• _Instructions to follow_
Extract every line below that contains the word "road".

• _Input material_

◇ ◇ ◇ ◇ ◇

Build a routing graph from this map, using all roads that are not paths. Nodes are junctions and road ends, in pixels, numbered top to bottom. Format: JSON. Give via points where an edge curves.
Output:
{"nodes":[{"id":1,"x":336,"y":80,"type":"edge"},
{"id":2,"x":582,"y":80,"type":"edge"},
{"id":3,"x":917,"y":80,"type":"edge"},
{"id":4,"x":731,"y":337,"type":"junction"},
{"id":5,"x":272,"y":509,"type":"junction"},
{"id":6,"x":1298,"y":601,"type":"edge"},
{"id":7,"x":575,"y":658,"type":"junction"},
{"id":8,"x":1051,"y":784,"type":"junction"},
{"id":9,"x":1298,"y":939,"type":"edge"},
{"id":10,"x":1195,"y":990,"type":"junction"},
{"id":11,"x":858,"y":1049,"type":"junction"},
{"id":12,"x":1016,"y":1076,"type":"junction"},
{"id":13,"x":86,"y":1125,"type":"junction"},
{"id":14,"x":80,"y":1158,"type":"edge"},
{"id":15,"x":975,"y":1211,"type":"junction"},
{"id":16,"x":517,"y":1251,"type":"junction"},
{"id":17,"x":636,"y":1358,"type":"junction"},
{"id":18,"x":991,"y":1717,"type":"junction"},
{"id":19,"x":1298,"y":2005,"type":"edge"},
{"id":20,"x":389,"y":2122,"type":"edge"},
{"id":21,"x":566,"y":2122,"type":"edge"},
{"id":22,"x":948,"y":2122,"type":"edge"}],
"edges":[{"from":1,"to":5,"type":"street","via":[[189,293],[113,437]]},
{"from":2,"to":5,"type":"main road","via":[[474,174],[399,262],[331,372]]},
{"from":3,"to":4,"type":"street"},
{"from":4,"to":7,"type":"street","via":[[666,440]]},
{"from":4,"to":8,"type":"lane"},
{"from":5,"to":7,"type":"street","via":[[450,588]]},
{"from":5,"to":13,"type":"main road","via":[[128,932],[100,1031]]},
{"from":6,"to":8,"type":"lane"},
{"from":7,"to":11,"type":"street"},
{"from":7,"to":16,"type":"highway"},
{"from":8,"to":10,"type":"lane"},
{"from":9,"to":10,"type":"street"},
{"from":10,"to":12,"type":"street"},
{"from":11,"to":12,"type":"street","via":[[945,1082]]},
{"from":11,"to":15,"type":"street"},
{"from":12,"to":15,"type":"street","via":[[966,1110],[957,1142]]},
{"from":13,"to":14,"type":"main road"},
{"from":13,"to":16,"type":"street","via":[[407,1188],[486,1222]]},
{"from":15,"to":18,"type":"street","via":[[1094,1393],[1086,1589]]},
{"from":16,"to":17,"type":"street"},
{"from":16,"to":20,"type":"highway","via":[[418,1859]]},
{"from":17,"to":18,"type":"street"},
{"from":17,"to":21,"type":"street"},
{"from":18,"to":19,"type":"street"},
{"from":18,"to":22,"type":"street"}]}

◇ ◇ ◇ ◇ ◇

• _Reply_
Build a routing graph from this map, using all roads that are not paths. Nodes are junctions and road ends, in pixels, numbered top to bottom. Format: JSON. Give via points where an edge curves.
{"from":2,"to":5,"type":"main road","via":[[474,174],[399,262],[331,372]]},
{"from":5,"to":13,"type":"main road","via":[[128,932],[100,1031]]},
{"from":13,"to":14,"type":"main road"},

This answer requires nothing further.